Though much has been done in the passage of the act, Awadzie said a great deal more is needed to sensitise all key stakeholder groups, particularly the private sector, given the cultural context that makes discussing and doing something about distress and insolvency a taboo.

Shortage of professionals

She said there is a need to continue relentlessly to build the professional body of corporate insolvency and restructuring practitioners. 

“Act 1015 provides for licensing of insolvency practitioners. I urge GARIA to help to operationalise this licensing regime in the shortest possible time. The recent banking sector clean-up exercise brought to the fore the shortage of professionals in the area.

“I note that Act 1015 makes provision for the establishment of GARIA under an act of Parliament within two years.
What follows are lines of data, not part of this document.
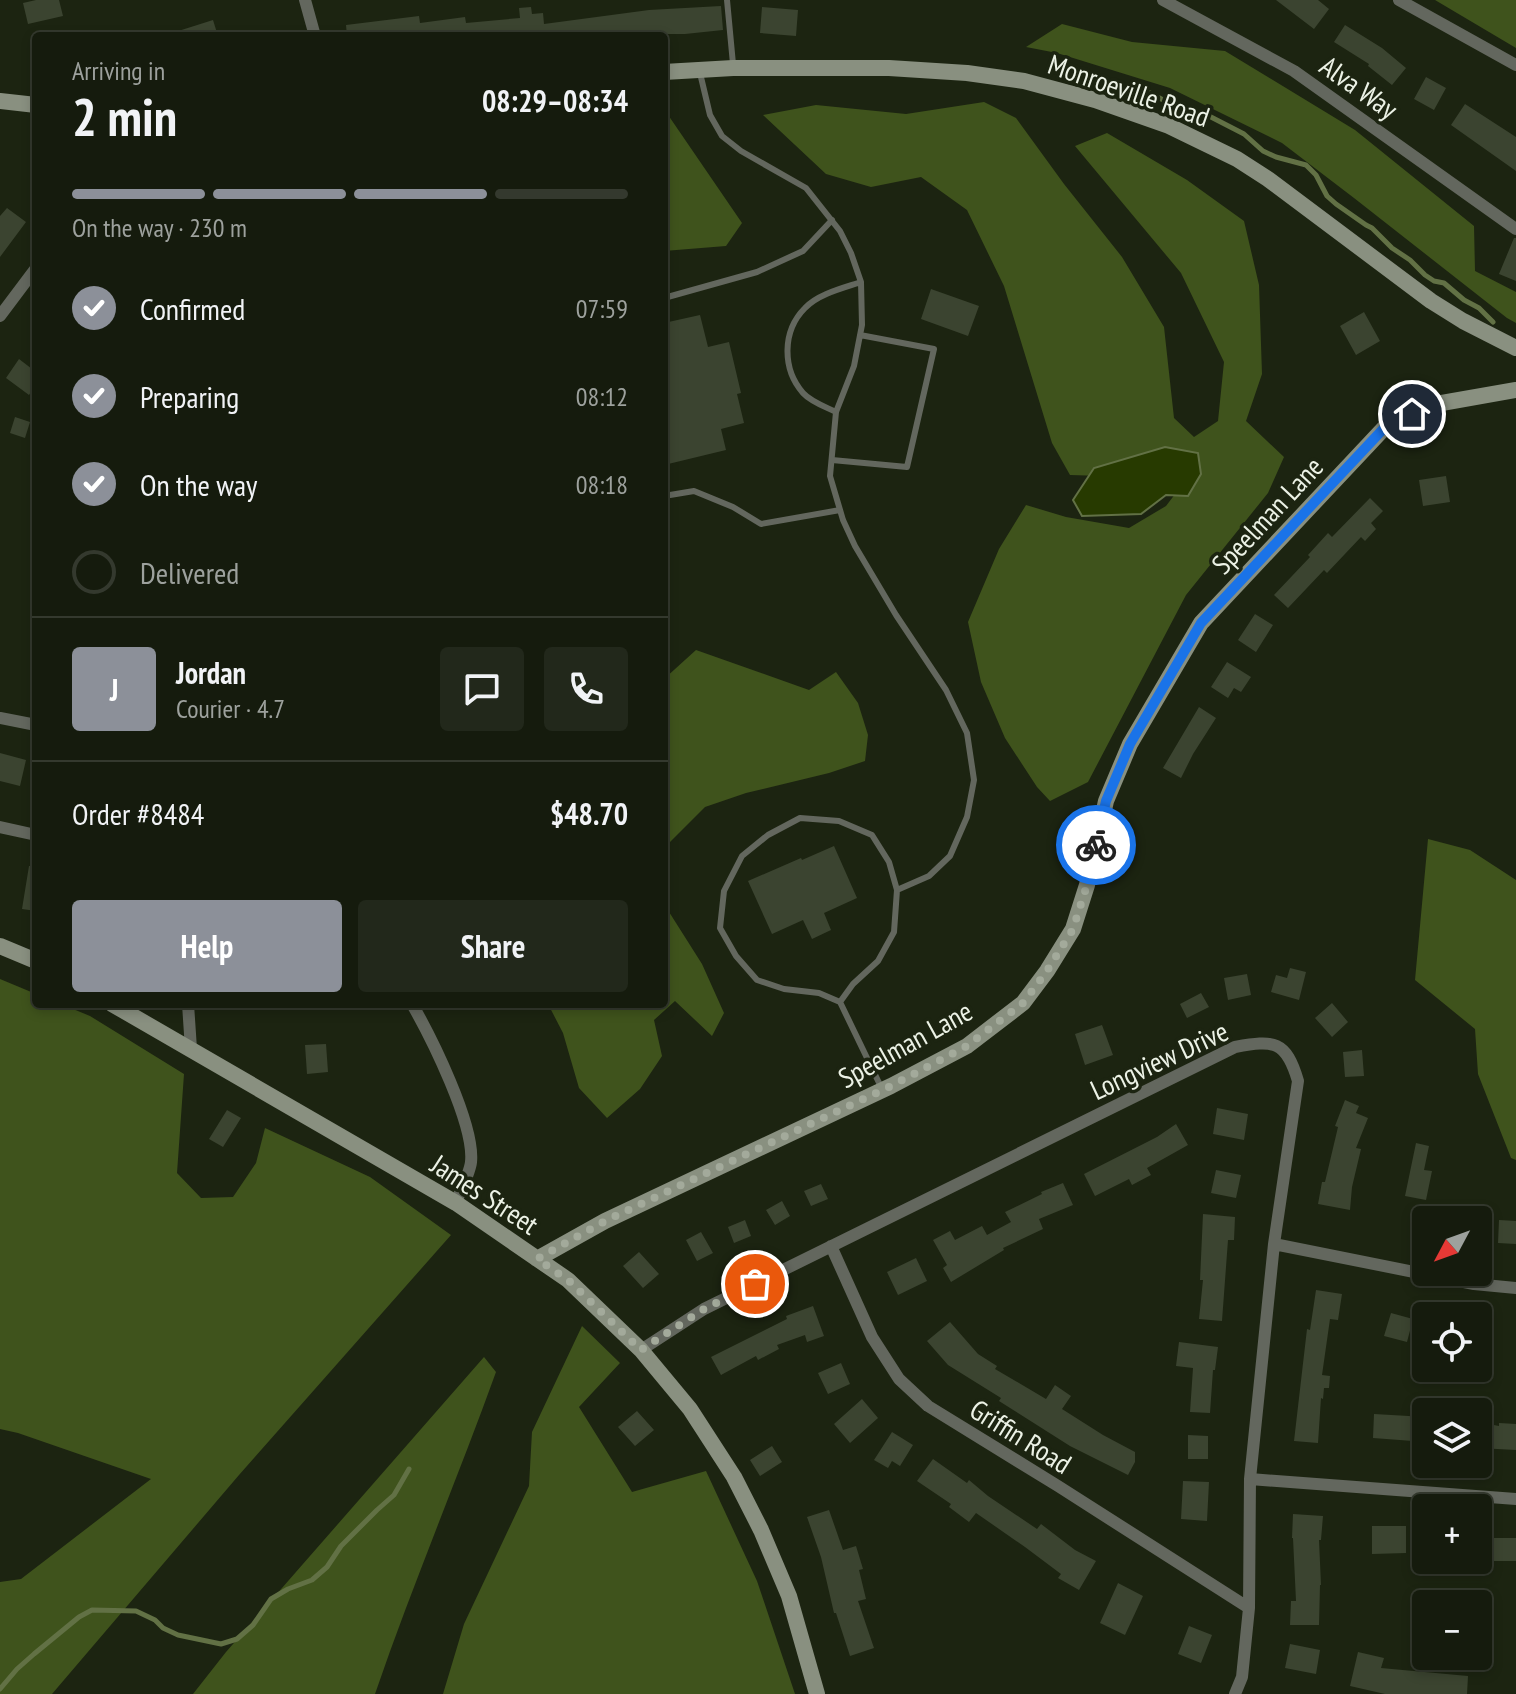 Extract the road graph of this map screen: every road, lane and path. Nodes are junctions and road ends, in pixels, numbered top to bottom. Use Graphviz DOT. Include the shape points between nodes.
graph roads {
  1 [pos="305,0"];
  2 [pos="727,0"];
  3 [pos="1163,0"];
  4 [pos="1399,0"];
  5 [pos="314,32"];
  6 [pos="1516,65"];
  7 [pos="733,68"];
  8 [pos="699,69"];
  9 [pos="668,72"];
  10 [pos="0,101"];
  11 [pos="32,105"];
  12 [pos="832,220"];
  13 [pos="1516,229"];
  14 [pos="32,273"];
  15 [pos="861,282"];
  16 [pos="668,297"];
  17 [pos="0,316"];
  18 [pos="860,335"];
  19 [pos="1516,348"];
  20 [pos="1516,390"];
  21 [pos="836,412"];
  22 [pos="832,460"];
  23 [pos="668,495"];
  24 [pos="840,510"];
  25 [pos="0,718"];
  26 [pos="32,724"];
  27 [pos="0,827"];
  28 [pos="32,834"];
  29 [pos="897,890"];
  30 [pos="0,946"];
  31 [pos="32,959"];
  32 [pos="840,1002"];
  33 [pos="119,1008"];
  34 [pos="188,1008"];
  35 [pos="414,1008"];
  36 [pos="191,1049"];
  37 [pos="882,1089"];
  38 [pos="456,1203"];
  39 [pos="1274,1244"];
  40 [pos="831,1246"];
  41 [pos="537,1259"];
  42 [pos="1516,1288"];
  43 [pos="641,1350"];
  44 [pos="1250,1479"];
  45 [pos="1516,1499"];
  46 [pos="1249,1608"];
  47 [pos="817,1694"];
  48 [pos="1235,1694"];
  1 -- 5 [label="street"];
  2 -- 7 [label="lane"];
  3 -- 13 [label="street, Alva Way" via="1294,71"];
  4 -- 6 [label="street"];
  7 -- 8 [label="street, Monroeville Road"];
  7 -- 19 [label="street, Monroeville Road" via="967,73 1024,81 1169,126 1237,159 1431,301"];
  8 -- 9 [label="street, Monroeville Road"];
  8 -- 12 [label="lane" via="710,115 722,136 806,188"];
  10 -- 11 [label="street"];
  12 -- 15 [label="lane"];
  12 -- 16 [label="lane" via="803,251 757,272"];
  14 -- 17 [label="street"];
  15 -- 18 [label="lane"];
  15 -- 21 [label="lane" via="806,306 787,339 793,379 805,396"];
  18 -- 21 [label="lane"];
  18 -- 22 [label="lane" via="934,349 907,467"];
  20 -- 37 [label="street, Speelman Lane" via="1436,404 1387,425 1201,623 1130,744 1106,801 1073,929 1047,971 1023,1003 967,1046"];
  21 -- 22 [label="lane"];
  22 -- 24 [label="lane" via="830,476"];
  23 -- 24 [label="lane" via="694,491 761,524"];
  24 -- 29 [label="lane" via="877,585 946,690 967,733 974,780 967,817 950,856 929,876"];
  25 -- 26 [label="street"];
  27 -- 28 [label="street"];
  29 -- 32 [label="lane" via="894,932 878,961"];
  29 -- 32 [label="lane" via="889,862 872,835 839,821 800,818 742,856 724,891 720,928 757,980"];
  30 -- 31 [label="street"];
  32 -- 37 [label="lane"];
  33 -- 36 [label="street, James Street"];
  34 -- 36 [label="street"];
  35 -- 38 [label="street" via="439,1056 468,1137 471,1162"];
  36 -- 38 [label="street, James Street"];
  37 -- 41 [label="street, Speelman Lane" via="605,1221"];
  38 -- 41 [label="street, James Street"];
  39 -- 40 [label="street, Longview Drive" via="1298,1081 1292,1061 1265,1042 1235,1047"];
  39 -- 42 [label="street"];
  39 -- 44 [label="street, Longview Drive"];
  40 -- 43 [label="street, Longview Drive" via="704,1309"];
  40 -- 46 [label="street, Griffin Road" via="872,1337 899,1379 928,1406"];
  41 -- 43 [label="street, James Street" via="568,1280"];
  43 -- 47 [label="street, James Street" via="690,1409 734,1477 789,1596"];
  44 -- 45 [label="street"];
  44 -- 46 [label="street, Longview Drive"];
  46 -- 48 [label="street, Longview Drive" via="1242,1677"];
} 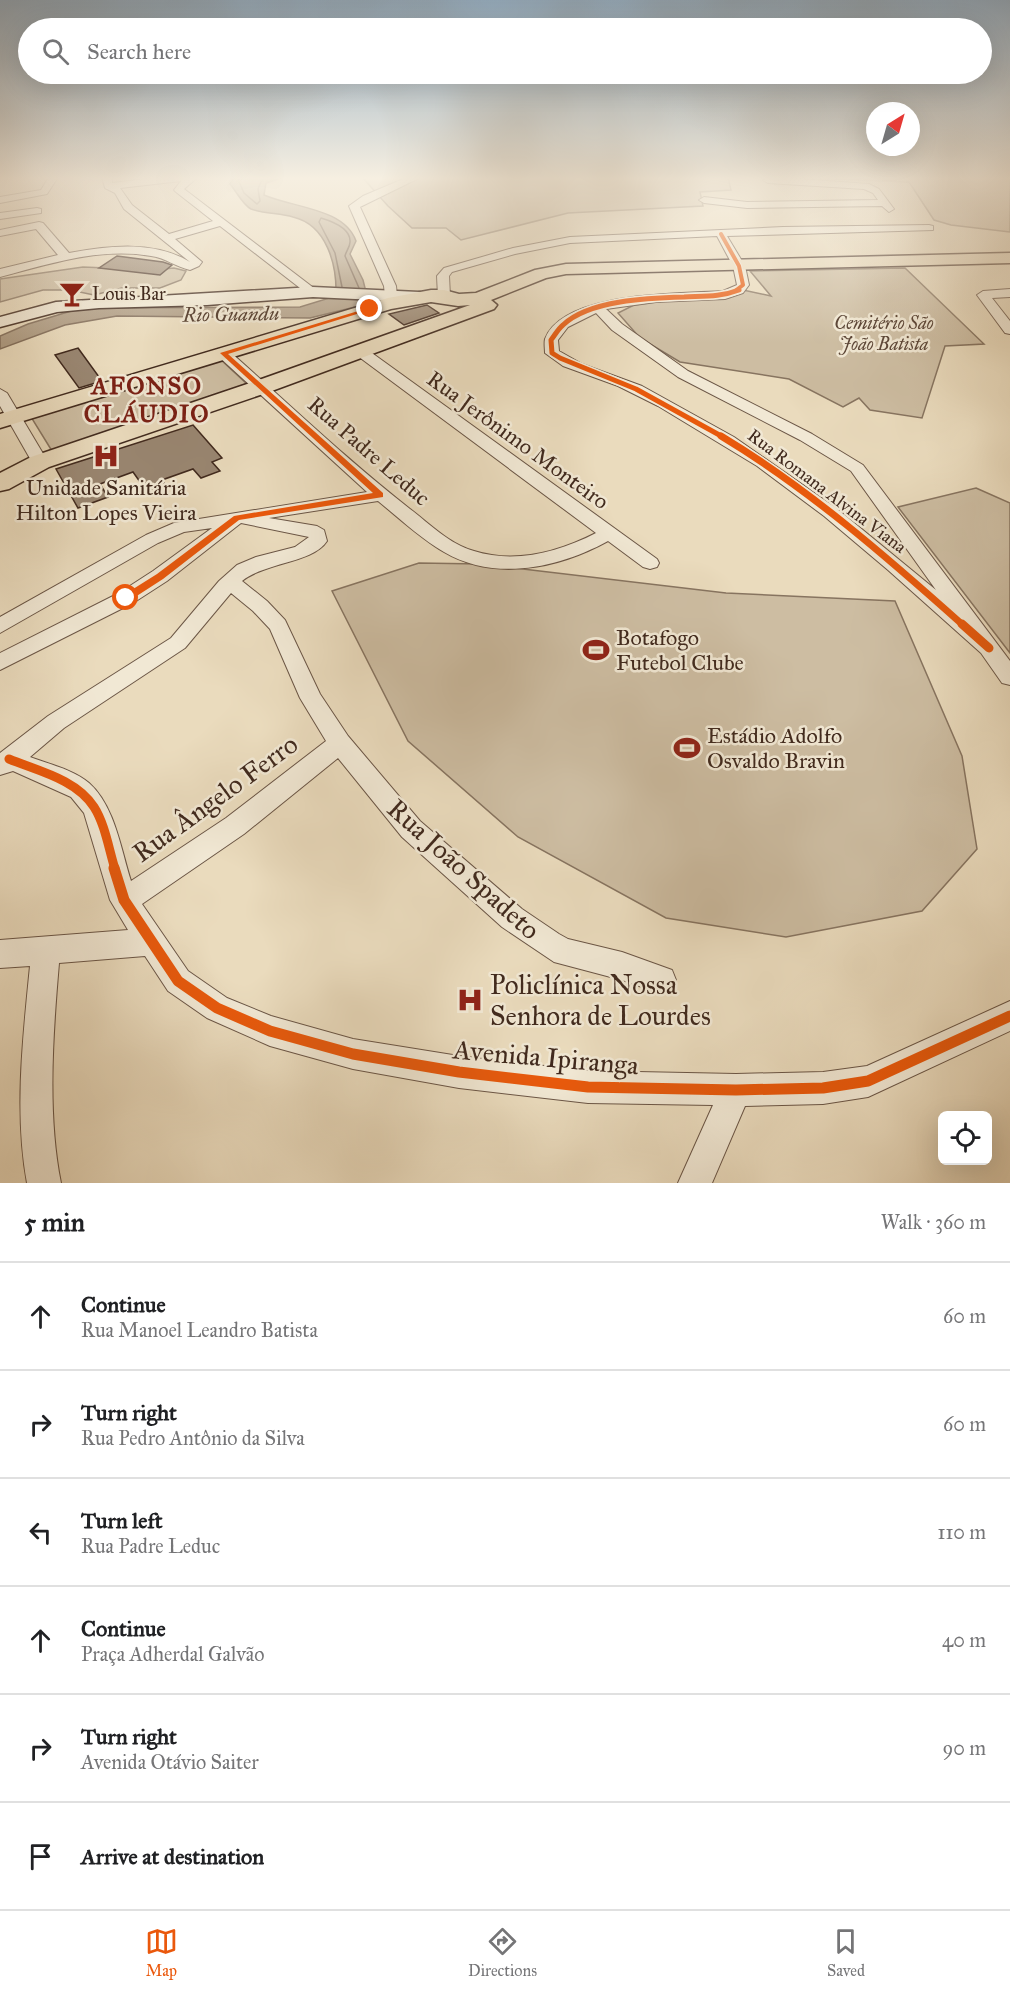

This is an opportunity to further strengthen its role in spearheading the development of a strong cadre of insolvency and restructuring professionals for all sizes and categories of businesses,” she added.

She urged GARIA and other stakeholders to lead a review of the Insolvency Act 2006 (Act 708), which focuses on personal insolvency, so that it is aligned with Act 1015 to provide restructuring options for individuals and household debtors, particularly those that rely on consumer loan products of banks and SDIs.

She said this will ensure that there is a comprehensive and modern insolvency ecosystem, made up of personal and corporate insolvency regimes, supported by bespoke special resolution regimes for financial institutions such as the one established by Act 930.

Tireless effort to raise awareness

Awadzie said the Bank of Ghana remains committed to promoting economic growth and the efficient operation of the banking and credit system in Ghana. It will also continue to support the development of an efficient corporate insolvency regime and the work that GARIA still champions.

She applauded GARIA for championing the enactment of Act 1015 as necessary accompanying legislation to the new Companies Act 2019 (Act 992). She also praised the organisation’s tireless efforts to raise awareness of the need for a strong insolvency regime, as well as a well-established industry of insolvency and restructuring professionals.

Felix Addo, president of GARIA, noted the Corporate Insolvency and Restructuring Act 2020 (Act 1015), which repealed the erstwhile Bodies Corporate and Official Liquidation Act 1963 (Act 180), was signed into law on 30 April 2020 and has features which could go a long way to assist businesses not only to survive the pandemic but also to recover.

“CIRA applies to all businesses registered under the Companies Act, 2019 (Act 992) with a few exceptions, namely banks, insurance or any other business which is subject to special legislation, except instances where the special legislation does not provide a rescue provision such as the Security Industries Act 2016 (Act 929),” he said.

Addo said despite the perfect storm that the world and Ghana find themselves in, the timing of this law, which enables restructuring of distressed companies, could not have been more perfect. 

“Let us take advantage of the possibilities this new law offers, especially for our previously stressed companies [even before COVID-19], to make the necessary structural adjustments before they end up on the chopping block.”

He encouraged businesses to take advantage of its many features to preserve jobs and economic value, as well as preserve creditor and other stakeholder interests in a balanced, fair and equitable manner, thereby emerging “fit for purpose” for the long haul.